Here are some records. Copy each one exactly.

[Supplied information — start]

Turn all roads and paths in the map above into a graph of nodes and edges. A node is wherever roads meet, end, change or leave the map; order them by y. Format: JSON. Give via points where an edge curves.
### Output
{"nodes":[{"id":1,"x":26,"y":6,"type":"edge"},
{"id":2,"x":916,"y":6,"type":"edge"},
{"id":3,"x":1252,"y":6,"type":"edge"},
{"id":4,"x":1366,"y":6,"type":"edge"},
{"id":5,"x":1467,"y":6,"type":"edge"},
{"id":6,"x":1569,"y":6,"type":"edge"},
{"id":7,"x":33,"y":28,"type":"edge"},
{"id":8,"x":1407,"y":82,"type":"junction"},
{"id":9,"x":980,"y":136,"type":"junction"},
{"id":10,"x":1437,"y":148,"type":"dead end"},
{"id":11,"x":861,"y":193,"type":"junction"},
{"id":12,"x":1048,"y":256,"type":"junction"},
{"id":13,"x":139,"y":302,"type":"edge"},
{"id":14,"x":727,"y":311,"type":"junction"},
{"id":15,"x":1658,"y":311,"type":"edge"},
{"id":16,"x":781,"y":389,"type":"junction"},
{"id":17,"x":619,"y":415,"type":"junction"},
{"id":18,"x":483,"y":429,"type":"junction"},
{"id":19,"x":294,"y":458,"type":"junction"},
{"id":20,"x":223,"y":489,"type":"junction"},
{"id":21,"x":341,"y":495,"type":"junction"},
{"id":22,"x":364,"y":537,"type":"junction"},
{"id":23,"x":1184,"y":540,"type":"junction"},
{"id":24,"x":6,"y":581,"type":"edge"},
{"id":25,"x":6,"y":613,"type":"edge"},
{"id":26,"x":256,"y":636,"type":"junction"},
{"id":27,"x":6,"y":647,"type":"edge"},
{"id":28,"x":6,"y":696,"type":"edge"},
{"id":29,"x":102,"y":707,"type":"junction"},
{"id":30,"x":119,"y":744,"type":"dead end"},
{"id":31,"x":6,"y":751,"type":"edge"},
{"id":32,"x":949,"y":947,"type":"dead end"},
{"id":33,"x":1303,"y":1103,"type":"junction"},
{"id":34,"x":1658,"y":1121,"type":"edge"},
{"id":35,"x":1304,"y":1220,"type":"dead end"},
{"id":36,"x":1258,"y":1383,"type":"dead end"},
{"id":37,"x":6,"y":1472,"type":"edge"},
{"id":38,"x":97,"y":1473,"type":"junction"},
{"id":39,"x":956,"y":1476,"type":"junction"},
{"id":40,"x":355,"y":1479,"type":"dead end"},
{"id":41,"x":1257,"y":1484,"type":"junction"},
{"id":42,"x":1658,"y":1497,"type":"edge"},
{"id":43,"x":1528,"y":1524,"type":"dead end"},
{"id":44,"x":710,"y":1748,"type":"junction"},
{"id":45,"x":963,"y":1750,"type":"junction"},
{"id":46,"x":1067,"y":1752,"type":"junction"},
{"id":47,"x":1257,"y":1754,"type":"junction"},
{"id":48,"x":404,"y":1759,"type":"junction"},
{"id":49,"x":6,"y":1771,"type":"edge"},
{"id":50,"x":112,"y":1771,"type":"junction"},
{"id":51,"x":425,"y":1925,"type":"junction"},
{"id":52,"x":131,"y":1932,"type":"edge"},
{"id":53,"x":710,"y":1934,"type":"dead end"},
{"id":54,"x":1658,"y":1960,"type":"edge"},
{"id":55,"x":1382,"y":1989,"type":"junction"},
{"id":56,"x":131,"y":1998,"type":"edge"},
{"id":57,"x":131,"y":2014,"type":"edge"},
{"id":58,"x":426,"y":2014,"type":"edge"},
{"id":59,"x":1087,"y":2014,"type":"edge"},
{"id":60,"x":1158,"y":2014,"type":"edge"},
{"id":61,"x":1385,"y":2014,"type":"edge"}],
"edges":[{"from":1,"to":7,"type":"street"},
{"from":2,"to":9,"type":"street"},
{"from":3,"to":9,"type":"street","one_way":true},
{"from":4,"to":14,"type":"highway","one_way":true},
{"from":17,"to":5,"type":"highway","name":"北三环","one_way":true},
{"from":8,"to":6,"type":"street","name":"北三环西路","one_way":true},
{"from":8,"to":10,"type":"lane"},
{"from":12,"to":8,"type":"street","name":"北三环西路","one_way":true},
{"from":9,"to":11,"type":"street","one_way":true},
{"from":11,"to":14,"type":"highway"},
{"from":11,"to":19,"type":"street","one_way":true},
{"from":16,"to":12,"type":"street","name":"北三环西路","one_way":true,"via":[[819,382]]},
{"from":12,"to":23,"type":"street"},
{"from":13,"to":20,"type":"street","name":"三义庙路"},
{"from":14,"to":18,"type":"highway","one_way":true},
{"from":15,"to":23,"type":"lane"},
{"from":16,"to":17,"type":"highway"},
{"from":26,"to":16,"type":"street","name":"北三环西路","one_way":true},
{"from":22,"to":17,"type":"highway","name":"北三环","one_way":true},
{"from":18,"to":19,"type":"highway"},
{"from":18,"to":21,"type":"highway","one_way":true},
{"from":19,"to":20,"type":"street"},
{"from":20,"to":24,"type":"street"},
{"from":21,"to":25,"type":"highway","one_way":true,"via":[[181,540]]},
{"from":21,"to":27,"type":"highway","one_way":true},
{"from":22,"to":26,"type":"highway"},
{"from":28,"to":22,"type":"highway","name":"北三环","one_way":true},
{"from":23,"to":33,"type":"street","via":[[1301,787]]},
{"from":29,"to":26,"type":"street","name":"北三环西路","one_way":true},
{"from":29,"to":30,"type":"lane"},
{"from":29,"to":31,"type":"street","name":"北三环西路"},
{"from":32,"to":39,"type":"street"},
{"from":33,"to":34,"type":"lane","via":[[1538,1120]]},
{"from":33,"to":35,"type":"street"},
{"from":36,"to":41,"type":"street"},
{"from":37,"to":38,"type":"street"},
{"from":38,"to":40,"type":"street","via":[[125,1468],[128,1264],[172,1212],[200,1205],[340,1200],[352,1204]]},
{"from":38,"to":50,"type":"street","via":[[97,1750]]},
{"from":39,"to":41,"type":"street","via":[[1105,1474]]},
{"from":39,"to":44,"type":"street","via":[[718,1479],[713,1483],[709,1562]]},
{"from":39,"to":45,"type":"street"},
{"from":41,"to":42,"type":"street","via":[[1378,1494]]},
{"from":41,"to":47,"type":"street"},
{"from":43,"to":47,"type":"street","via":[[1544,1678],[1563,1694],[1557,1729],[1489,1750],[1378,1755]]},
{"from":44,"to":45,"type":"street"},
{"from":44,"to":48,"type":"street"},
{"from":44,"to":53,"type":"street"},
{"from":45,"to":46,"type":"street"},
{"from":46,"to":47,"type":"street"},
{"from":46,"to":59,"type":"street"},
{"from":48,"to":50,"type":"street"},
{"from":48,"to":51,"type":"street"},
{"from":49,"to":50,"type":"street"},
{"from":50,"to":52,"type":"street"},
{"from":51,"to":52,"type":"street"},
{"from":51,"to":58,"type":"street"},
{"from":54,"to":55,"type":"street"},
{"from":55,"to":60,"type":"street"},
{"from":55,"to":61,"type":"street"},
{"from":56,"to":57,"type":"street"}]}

[Supplied information — finish]

** Output for this exercise **
Turn all roads and paths in the map above into a graph of nodes and edges. A node is wherever roads meet, end, change or leave the map; order them by y. Format: JSON. Give via points where an edge curves.
### Output
{"nodes":[{"id":1,"x":26,"y":6,"type":"edge"},
{"id":2,"x":916,"y":6,"type":"edge"},
{"id":3,"x":1252,"y":6,"type":"edge"},
{"id":4,"x":1366,"y":6,"type":"edge"},
{"id":5,"x":1467,"y":6,"type":"edge"},
{"id":6,"x":1569,"y":6,"type":"edge"},
{"id":7,"x":33,"y":28,"type":"edge"},
{"id":8,"x":1407,"y":82,"type":"junction"},
{"id":9,"x":980,"y":136,"type":"junction"},
{"id":10,"x":1437,"y":148,"type":"dead end"},
{"id":11,"x":861,"y":193,"type":"junction"},
{"id":12,"x":1048,"y":256,"type":"junction"},
{"id":13,"x":139,"y":302,"type":"edge"},
{"id":14,"x":727,"y":311,"type":"junction"},
{"id":15,"x":1658,"y":311,"type":"edge"},
{"id":16,"x":781,"y":389,"type":"junction"},
{"id":17,"x":619,"y":415,"type":"junction"},
{"id":18,"x":483,"y":429,"type":"junction"},
{"id":19,"x":294,"y":458,"type":"junction"},
{"id":20,"x":223,"y":489,"type":"junction"},
{"id":21,"x":341,"y":495,"type":"junction"},
{"id":22,"x":364,"y":537,"type":"junction"},
{"id":23,"x":1184,"y":540,"type":"junction"},
{"id":24,"x":6,"y":581,"type":"edge"},
{"id":25,"x":6,"y":613,"type":"edge"},
{"id":26,"x":256,"y":636,"type":"junction"},
{"id":27,"x":6,"y":647,"type":"edge"},
{"id":28,"x":6,"y":696,"type":"edge"},
{"id":29,"x":102,"y":707,"type":"junction"},
{"id":30,"x":119,"y":744,"type":"dead end"},
{"id":31,"x":6,"y":751,"type":"edge"},
{"id":32,"x":949,"y":947,"type":"dead end"},
{"id":33,"x":1303,"y":1103,"type":"junction"},
{"id":34,"x":1658,"y":1121,"type":"edge"},
{"id":35,"x":1304,"y":1220,"type":"dead end"},
{"id":36,"x":1258,"y":1383,"type":"dead end"},
{"id":37,"x":6,"y":1472,"type":"edge"},
{"id":38,"x":97,"y":1473,"type":"junction"},
{"id":39,"x":956,"y":1476,"type":"junction"},
{"id":40,"x":355,"y":1479,"type":"dead end"},
{"id":41,"x":1257,"y":1484,"type":"junction"},
{"id":42,"x":1658,"y":1497,"type":"edge"},
{"id":43,"x":1528,"y":1524,"type":"dead end"},
{"id":44,"x":710,"y":1748,"type":"junction"},
{"id":45,"x":963,"y":1750,"type":"junction"},
{"id":46,"x":1067,"y":1752,"type":"junction"},
{"id":47,"x":1257,"y":1754,"type":"junction"},
{"id":48,"x":404,"y":1759,"type":"junction"},
{"id":49,"x":6,"y":1771,"type":"edge"},
{"id":50,"x":112,"y":1771,"type":"junction"},
{"id":51,"x":425,"y":1925,"type":"junction"},
{"id":52,"x":131,"y":1932,"type":"edge"},
{"id":53,"x":710,"y":1934,"type":"dead end"},
{"id":54,"x":1658,"y":1960,"type":"edge"},
{"id":55,"x":1382,"y":1989,"type":"junction"},
{"id":56,"x":131,"y":1998,"type":"edge"},
{"id":57,"x":131,"y":2014,"type":"edge"},
{"id":58,"x":426,"y":2014,"type":"edge"},
{"id":59,"x":1087,"y":2014,"type":"edge"},
{"id":60,"x":1158,"y":2014,"type":"edge"},
{"id":61,"x":1385,"y":2014,"type":"edge"}],
"edges":[{"from":1,"to":7,"type":"street"},
{"from":2,"to":9,"type":"street"},
{"from":3,"to":9,"type":"street","one_way":true},
{"from":4,"to":14,"type":"highway","one_way":true},
{"from":17,"to":5,"type":"highway","name":"北三环","one_way":true},
{"from":8,"to":6,"type":"street","name":"北三环西路","one_way":true},
{"from":8,"to":10,"type":"lane"},
{"from":12,"to":8,"type":"street","name":"北三环西路","one_way":true},
{"from":9,"to":11,"type":"street","one_way":true},
{"from":11,"to":14,"type":"highway"},
{"from":11,"to":19,"type":"street","one_way":true},
{"from":16,"to":12,"type":"street","name":"北三环西路","one_way":true,"via":[[819,382]]},
{"from":12,"to":23,"type":"street"},
{"from":13,"to":20,"type":"street","name":"三义庙路"},
{"from":14,"to":18,"type":"highway","one_way":true},
{"from":15,"to":23,"type":"lane"},
{"from":16,"to":17,"type":"highway"},
{"from":26,"to":16,"type":"street","name":"北三环西路","one_way":true},
{"from":22,"to":17,"type":"highway","name":"北三环","one_way":true},
{"from":18,"to":19,"type":"highway"},
{"from":18,"to":21,"type":"highway","one_way":true},
{"from":19,"to":20,"type":"street"},
{"from":20,"to":24,"type":"street"},
{"from":21,"to":25,"type":"highway","one_way":true,"via":[[181,540]]},
{"from":21,"to":27,"type":"highway","one_way":true},
{"from":22,"to":26,"type":"highway"},
{"from":28,"to":22,"type":"highway","name":"北三环","one_way":true},
{"from":23,"to":33,"type":"street","via":[[1301,787]]},
{"from":29,"to":26,"type":"street","name":"北三环西路","one_way":true},
{"from":29,"to":30,"type":"lane"},
{"from":29,"to":31,"type":"street","name":"北三环西路"},
{"from":32,"to":39,"type":"street"},
{"from":33,"to":34,"type":"lane","via":[[1538,1120]]},
{"from":33,"to":35,"type":"street"},
{"from":36,"to":41,"type":"street"},
{"from":37,"to":38,"type":"street"},
{"from":38,"to":40,"type":"street","via":[[125,1468],[128,1264],[172,1212],[200,1205],[340,1200],[352,1204]]},
{"from":38,"to":50,"type":"street","via":[[97,1750]]},
{"from":39,"to":41,"type":"street","via":[[1105,1474]]},
{"from":39,"to":44,"type":"street","via":[[718,1479],[713,1483],[709,1562]]},
{"from":39,"to":45,"type":"street"},
{"from":41,"to":42,"type":"street","via":[[1378,1494]]},
{"from":41,"to":47,"type":"street"},
{"from":43,"to":47,"type":"street","via":[[1544,1678],[1563,1694],[1557,1729],[1489,1750],[1378,1755]]},
{"from":44,"to":45,"type":"street"},
{"from":44,"to":48,"type":"street"},
{"from":44,"to":53,"type":"street"},
{"from":45,"to":46,"type":"street"},
{"from":46,"to":47,"type":"street"},
{"from":46,"to":59,"type":"street"},
{"from":48,"to":50,"type":"street"},
{"from":48,"to":51,"type":"street"},
{"from":49,"to":50,"type":"street"},
{"from":50,"to":52,"type":"street"},
{"from":51,"to":52,"type":"street"},
{"from":51,"to":58,"type":"street"},
{"from":54,"to":55,"type":"street"},
{"from":55,"to":60,"type":"street"},
{"from":55,"to":61,"type":"street"},
{"from":56,"to":57,"type":"street"}]}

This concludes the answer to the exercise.